Melody Parker: All right. Thanks you guys, everyone. Thank you ever so much. We only have a few minutes left for questions. I believe we can go ahead and open up the lines. Our operator Kelly will be opening the lines, so again, please remember to mute your phone or press star 6 as all the lines are open. At this time I am going to—we’ve already started with one of our LiveMeeting question we asked earlier question earlier. And are the lines open now?

Kelly: They should be, yes.

Melody Parker: Are there any burning questions from our group for our presenters today?

Debra Tews: This is Debra Tews in Michigan and I have a comment, if I may.

Melody Parker: Go ahead, Deb. Thanks.

Debra Tews: You bet. I just wanted to let all of you know that this has been the most practical, helpful presentation to date from my perspective on the Performance Improvement Managers Network. They’ve all been good, so I’m not taking issues with past ones. But I found this one especially helpful. As of September 1st we have a brand new Michigan department of community health director and we will soon be having a brand new public health administration director, and so I had seen this presentation before but it’s taking on much greater and new meaning for me now. So thank you for the timeliness.

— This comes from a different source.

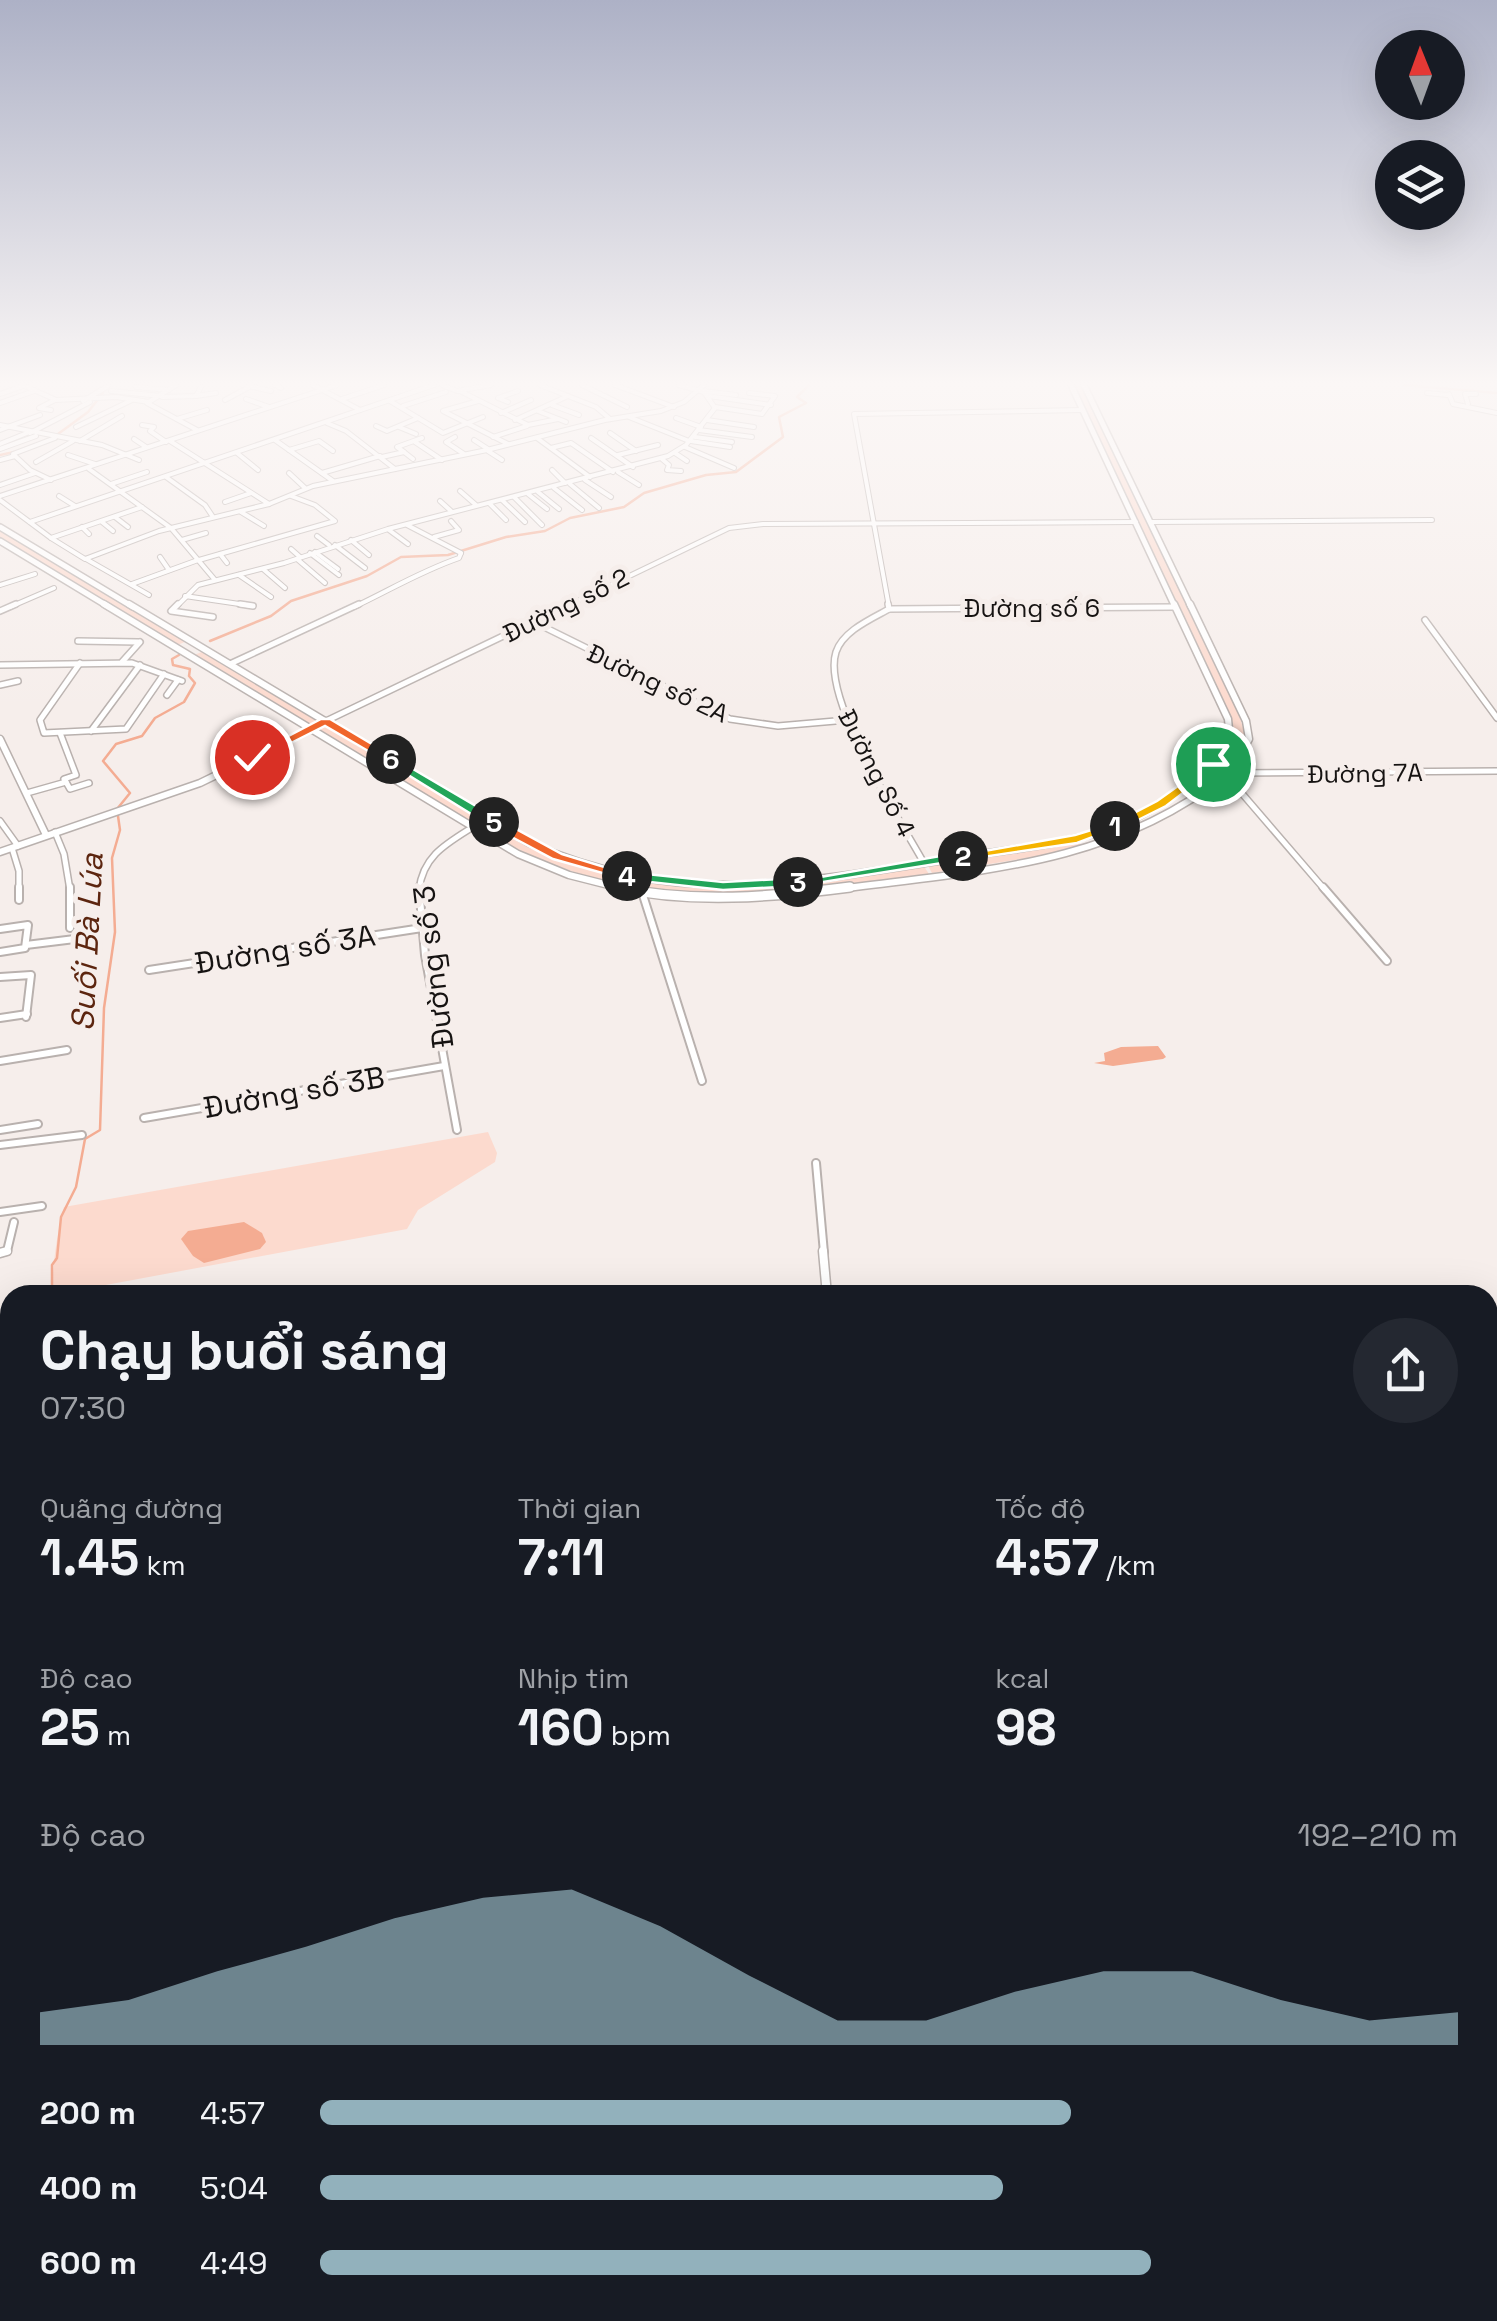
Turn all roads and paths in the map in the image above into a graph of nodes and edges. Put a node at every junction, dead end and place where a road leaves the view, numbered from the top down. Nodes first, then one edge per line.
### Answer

Emily Brown: Hi. This is Emily Brown from the Nevada State Health Division. I was just curious what your perspective was on the funding issue. I know that that’s often a driving force for doing anything for health departments, and what strategies have you used for promoting accreditation when it’s not officially required and there’s no direct funding tied to completing it. Thank you.

Jim Pearsol: Well, when it—go ahead.

Kristin Adams: This is Kristin, and this has been a commitment that we—that ISDH’s leadership has been willing to make. It’s one of those things. I’m currently funded through the public health block grant so I’m not even funded on this project, but it really is to build the infrastructure to this and to do all that performance management work. When public health block grant was slated to be cut, all of my leadership said we will move you to state dollars. So I think, you know, you need to start working that process now. What happens when, what happens if. And we’ve been talking about this for two years of what happens when. So we have a plan in place. We have that contingency. I’ve been lucky. Both sets of funding have continued on and we just wait the next day.

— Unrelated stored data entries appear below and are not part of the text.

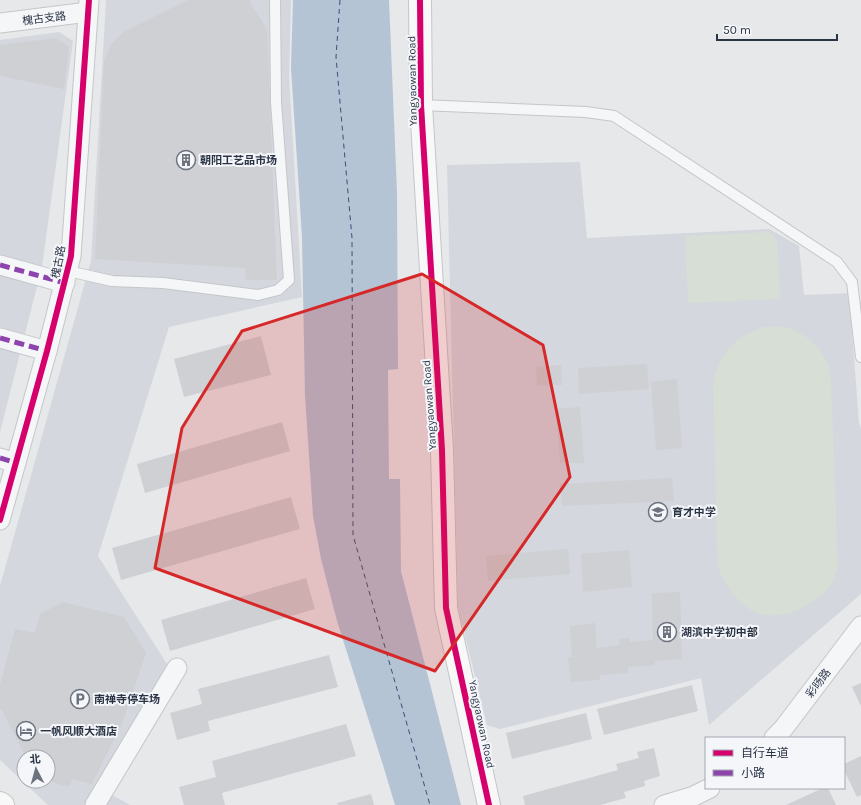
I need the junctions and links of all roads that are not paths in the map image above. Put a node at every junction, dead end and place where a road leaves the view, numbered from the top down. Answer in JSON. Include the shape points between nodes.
{"nodes":[{"id":1,"x":275,"y":0,"type":"edge"},
{"id":2,"x":420,"y":0,"type":"edge"},
{"id":3,"x":89,"y":6,"type":"edge"},
{"id":4,"x":0,"y":23,"type":"edge"},
{"id":5,"x":421,"y":105,"type":"junction"},
{"id":6,"x":0,"y":265,"type":"edge"},
{"id":7,"x":67,"y":277,"type":"junction"},
{"id":8,"x":0,"y":338,"type":"edge"},
{"id":9,"x":47,"y":351,"type":"junction"},
{"id":10,"x":861,"y":357,"type":"edge"},
{"id":11,"x":8,"y":460,"type":"edge"},
{"id":12,"x":0,"y":520,"type":"edge"},
{"id":13,"x":861,"y":626,"type":"edge"},
{"id":14,"x":177,"y":668,"type":"dead end"},
{"id":15,"x":775,"y":737,"type":"edge"},
{"id":16,"x":708,"y":789,"type":"edge"},
{"id":17,"x":0,"y":803,"type":"edge"},
{"id":18,"x":3,"y":805,"type":"edge"},
{"id":19,"x":95,"y":805,"type":"edge"},
{"id":20,"x":489,"y":805,"type":"edge"},
{"id":21,"x":664,"y":805,"type":"edge"}],
"edges":[{"from":1,"to":7,"type":"lane","via":[[276,102],[289,280],[278,290],[258,295],[163,283]]},
{"from":2,"to":5,"type":"street","name":"Yangyaowan Road"},
{"from":3,"to":4,"type":"street","name":"槐古支路"},
{"from":3,"to":7,"type":"street","name":"槐古路","via":[[71,256]]},
{"from":5,"to":10,"type":"lane","via":[[586,112],[614,116],[837,262],[852,282]]},
{"from":5,"to":20,"type":"street","name":"Yangyaowan Road","via":[[442,450],[446,608]]},
{"from":6,"to":7,"type":"street"},
{"from":7,"to":9,"type":"street","name":"槐古路"},
{"from":8,"to":9,"type":"street"},
{"from":9,"to":11,"type":"street","name":"槐古路"},
{"from":11,"to":12,"type":"street","name":"槐古路"},
{"from":13,"to":15,"type":"street","name":"彩旸路"},
{"from":14,"to":19,"type":"street"},
{"from":16,"to":21,"type":"street"},
{"from":17,"to":18,"type":"street"}]}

Jessie Baker: This is Jessie. Again, going back to looking at specifically the NPHII funding and performance management in general as tools and resources to staff and managers to improve the work that they’re already doing. If you can put that culture into place, then looking at the funding from NPHII as a resource to the department, that’s, you know, that funding is directly tied to accreditation. I think that was the real service OSTLTS did for us in making it such an articulated requirement so we can go back to our stakeholders and say no, we actually are getting funding to do this and here are the tools that this funding is enabling to help.

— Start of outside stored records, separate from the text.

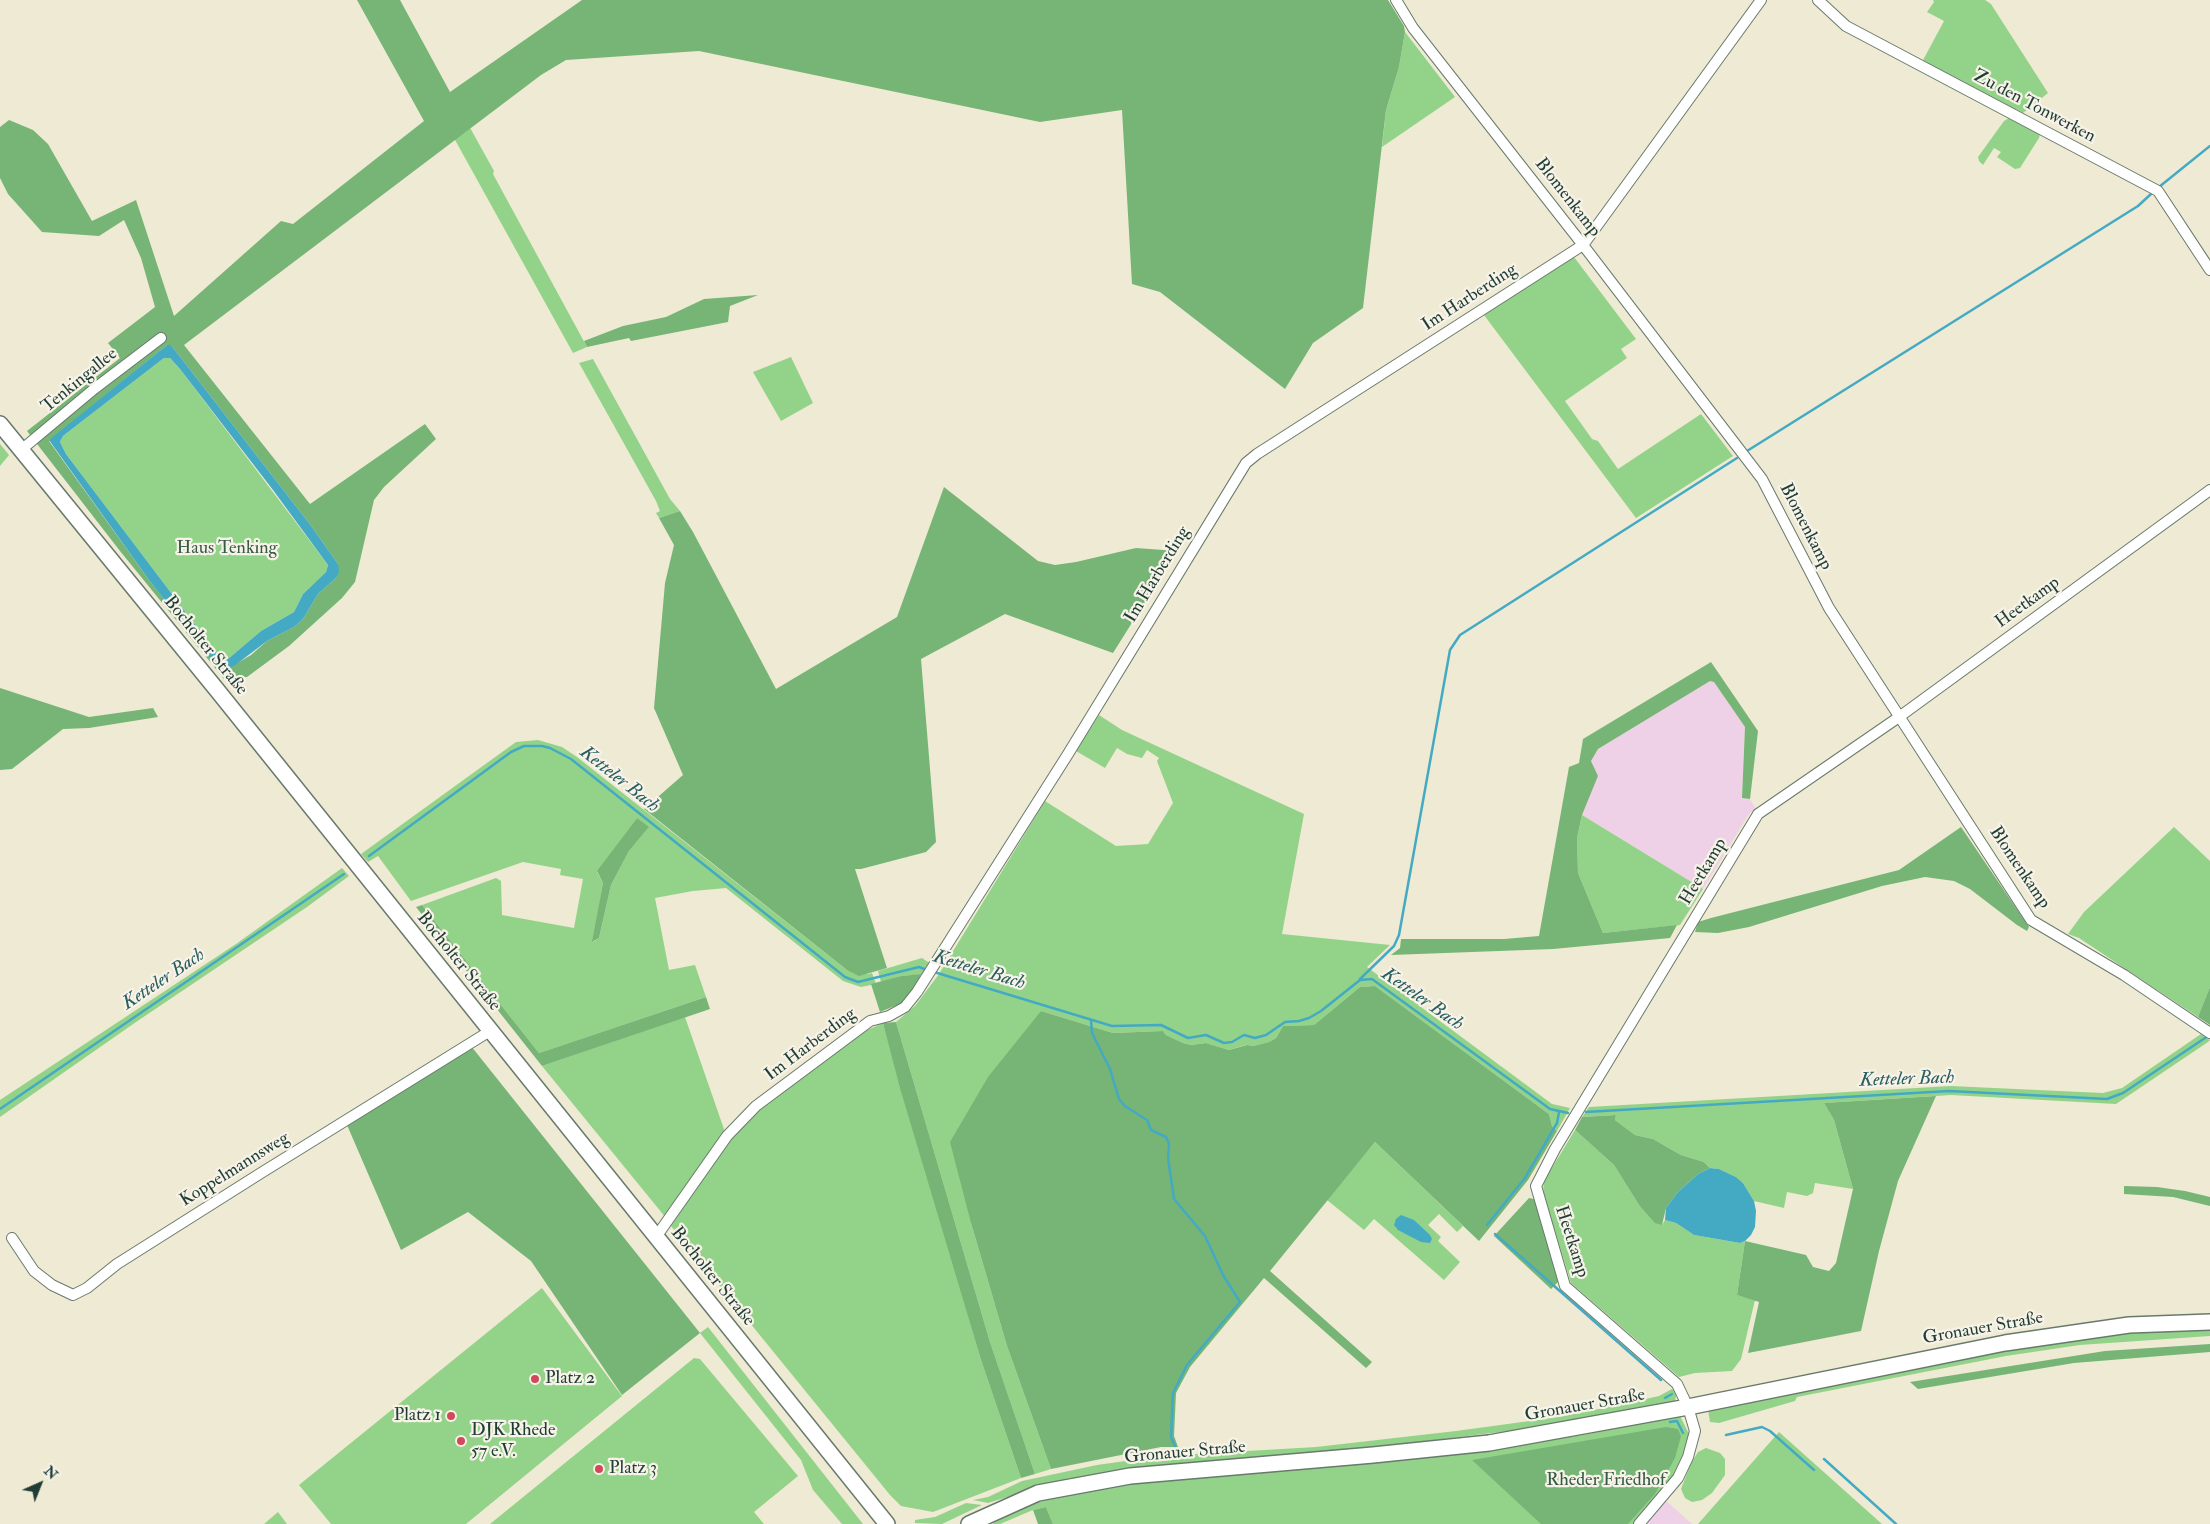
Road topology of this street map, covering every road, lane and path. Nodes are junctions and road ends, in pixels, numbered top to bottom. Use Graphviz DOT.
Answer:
graph roads {
  1 [pos="1396,0"];
  2 [pos="1761,0"];
  3 [pos="1818,0"];
  4 [pos="1583,245"];
  5 [pos="2210,270"];
  6 [pos="161,338"];
  7 [pos="0,424"];
  8 [pos="21,450"];
  9 [pos="2210,490"];
  10 [pos="1899,717"];
  11 [pos="2206,1030"];
  12 [pos="490,1031"];
  13 [pos="656,1237"];
  14 [pos="12,1238"];
  15 [pos="2210,1322"];
  16 [pos="1688,1407"];
  17 [pos="887,1524"];
  18 [pos="969,1524"];
  19 [pos="1639,1524"];
  1 -- 4 [label="street, Blomenkamp"];
  2 -- 4 [label="street, Im Harberding"];
  3 -- 5 [label="street, Zu den Tonwerken"];
  4 -- 10 [label="street, Blomenkamp"];
  4 -- 13 [label="street, Im Harberding"];
  6 -- 8 [label="street, Tenkingallee"];
  7 -- 8 [label="main road, Bocholter Straße"];
  8 -- 12 [label="main road, Bocholter Straße"];
  9 -- 10 [label="street, Heetkamp"];
  10 -- 11 [label="street, Blomenkamp"];
  10 -- 16 [label="street, Heetkamp"];
  12 -- 13 [label="main road, Bocholter Straße"];
  12 -- 14 [label="street, Koppelmannsweg"];
  13 -- 17 [label="main road, Bocholter Straße"];
  15 -- 16 [label="main road, Gronauer Straße"];
  16 -- 18 [label="main road, Gronauer Straße"];
  16 -- 19 [label="street, Heetkamp"];
}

Melody Parker: Thank you so much everyone. I’m sorry (background noise drowns out). We don’t have time for any more questions. I do apologize for that. If you do have follow-up questions for our presenters today, by all means please forward them to PIMNetwork@CDC.gov and we’ll be happy to pass them on. I want to thank everyone for their participation on today’s call. We do have one final poll for you. You can quickly go with this. How would you rate this webinar overall? Excellent, good, fair or poor? And as you’re answering that poll I’d like to tell you that we hope that you’ll join us on October 25th for our next call, where we’ll hear about new tools available from our NPHII/CBA partner organizations. Also looking a bit towards the future, the Thanksgiving holiday means that there will not be a November call, and due to the timing of the winter holidays, the December call will be held on the third Thursday of the month instead of the usual fourth Thursday. That will be on December 20th. Don’t forget that you can view and download these calls and companion materials from the PIM Network web conference call series on the OSTLTS PIM Network website. Again, everyone, thank you so much for your time today. We’ll see you again on the October PIM Network webinar call. Thanks so much.